Николай поднялся на третий этаж. Ключ повернулся в замке с трудом, пришлось навалиться плечом. Дверь распахнулась, пахнуло затхлостью нежилого помещения. Он нащупал выключатель. Лампочка под потолком мигнула и загорелась тусклым светом, осветив выцветшие обои в цветочек, старый сервант с пустыми полками и фотографию в чёрной рамке на столе. С фотографии на него смотрела мама, молодая, улыбающаяся, в ситцевом платье.
Николай аккуратно достал щенка из-за пазухи и положил его на старый диван.
— Вот мы и дома, — сказал он, глядя на фото. — Принимай гостей, мама.
Щенок вздохнул, глубоко, по-человечески, и закрыл глаза. Николай сел рядом, погладил грязную шерсть и впервые за пять лет почувствовал, что ледяная корка внутри него дала трещину. Он был дома, и он был не один.

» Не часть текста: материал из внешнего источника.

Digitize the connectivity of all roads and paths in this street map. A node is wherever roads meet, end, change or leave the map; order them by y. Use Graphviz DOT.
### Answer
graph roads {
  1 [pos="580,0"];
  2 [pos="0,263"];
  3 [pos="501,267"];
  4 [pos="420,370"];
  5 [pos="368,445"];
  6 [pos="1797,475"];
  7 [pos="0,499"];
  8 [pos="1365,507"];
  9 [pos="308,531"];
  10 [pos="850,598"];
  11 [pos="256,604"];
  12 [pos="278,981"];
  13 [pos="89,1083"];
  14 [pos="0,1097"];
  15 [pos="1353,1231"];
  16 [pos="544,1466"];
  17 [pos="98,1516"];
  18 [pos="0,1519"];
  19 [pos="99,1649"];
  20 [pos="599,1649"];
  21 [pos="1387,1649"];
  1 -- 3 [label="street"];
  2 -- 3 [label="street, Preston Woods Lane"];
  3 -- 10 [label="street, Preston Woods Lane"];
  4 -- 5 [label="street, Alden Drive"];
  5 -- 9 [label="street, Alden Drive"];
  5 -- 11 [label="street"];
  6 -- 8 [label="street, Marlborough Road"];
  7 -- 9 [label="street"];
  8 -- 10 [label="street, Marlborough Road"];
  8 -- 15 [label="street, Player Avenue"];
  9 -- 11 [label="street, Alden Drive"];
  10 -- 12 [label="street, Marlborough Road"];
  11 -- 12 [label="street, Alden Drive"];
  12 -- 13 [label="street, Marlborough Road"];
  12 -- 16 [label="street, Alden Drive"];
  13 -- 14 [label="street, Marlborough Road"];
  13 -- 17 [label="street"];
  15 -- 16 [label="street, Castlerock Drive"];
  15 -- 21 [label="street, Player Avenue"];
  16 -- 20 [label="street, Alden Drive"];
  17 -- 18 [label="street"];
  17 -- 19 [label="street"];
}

Утро началось не с будильника, а с влажного прикосновения к щеке. Шершавый язык настойчиво скрёб кожу, смывая остатки сна. Николай открыл глаза. Прямо перед ним, уперевшись передними лапами в грудь, сидел вчерашний найдёныш. Отмытый, он оказался не серым, а песочно-рыжим с белой манишкой на груди. Живот у пса раздулся от съеденной накануне каши, но глаза смотрели требовательно.
— Проснулся, бродяга? — хрипло спросил Николай, ссаживая щенка на пол. — Жрать хочешь?